Para tentar evitar o colapso das UTIs, a Anvisa (Agência Nacional de Vigilância Sanitária) decidiu adotar medidas regulatórias emergenciais, como a possibilidade de importação direta de insumos por hospitais. Além disso, o Ministério da Saúde anunciou novas requisições administrativas de medicamentos, feitas diretamente aos fabricantes.
O isolamento social tem sido pouco obedecido, e a vacinação da população, que poderia causar a queda das infecções e mortes, segue a passos lentos. Até a noite de terça (23), 6% da população brasileira havia recebido pelo menos uma dose da vacina, sendo que 2% haviam completado a imunização, com duas doses.
Mesmo diante desse quadro, na mesmo noite em que o país registrou 3.000 mortos em 24 horas, o presidente Jair Bolsonaro (sem partido) afirmou que o Brasil é incansável no combate ao coronavírus.
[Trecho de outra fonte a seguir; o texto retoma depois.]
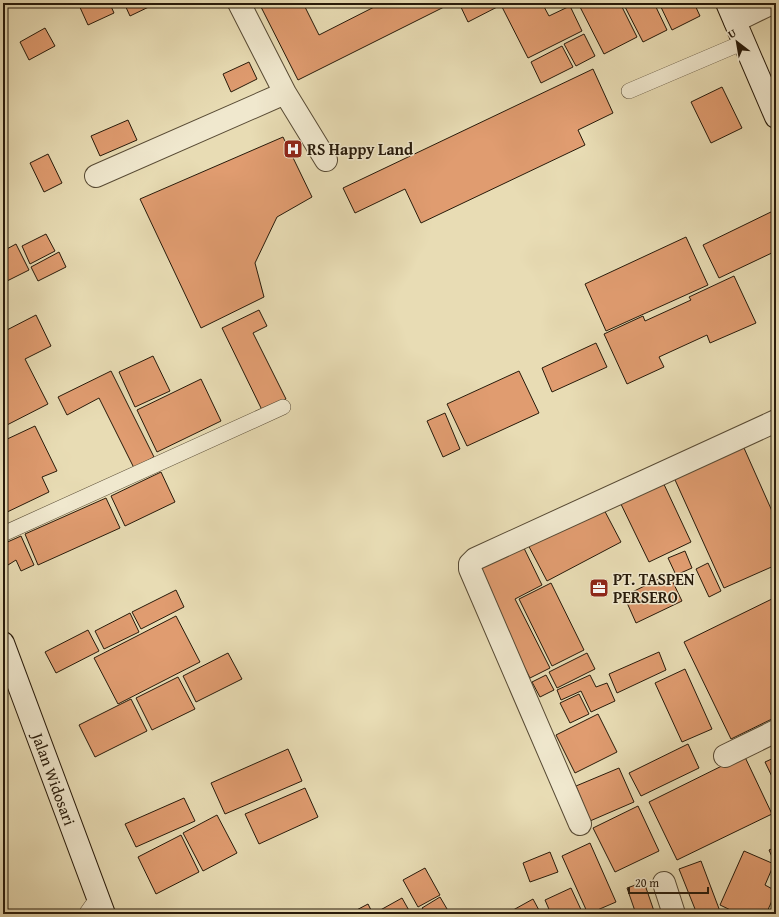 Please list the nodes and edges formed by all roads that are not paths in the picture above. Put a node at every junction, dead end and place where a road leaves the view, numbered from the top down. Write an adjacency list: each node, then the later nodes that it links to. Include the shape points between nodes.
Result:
1 (239, 3): 6 (street)
2 (772, 3): 3 (street)
3 (731, 12): 4 (street)
4 (744, 42): 5 (lane); 7 (street)
5 (629, 91)
6 (286, 93): 8 (street); 9 (street)
7 (776, 117)
8 (326, 160)
9 (96, 176)
10 (283, 407): 12 (lane)
11 (776, 421): 16 (street, via 475,559 470,564)
12 (3, 534)
13 (3, 643): 18 (street, Jalan Widosari)
14 (776, 731): 15 (street)
15 (725, 756)
16 (580, 824)
17 (664, 883): 19 (street)
18 (96, 908)
19 (674, 914)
Por 12 meses, porém, ele negligenciou a pandemia, criticou as práticas de distanciamento social e uso de máscara na contenção da doença, minimizou a letalidade do vírus, desdenhou de famílias que perderam entes queridos e hesitou em comprar vacinas, apostando primordialmente em medicamentos sem eficácia comprovada no combate à doença e espalhando desinformação.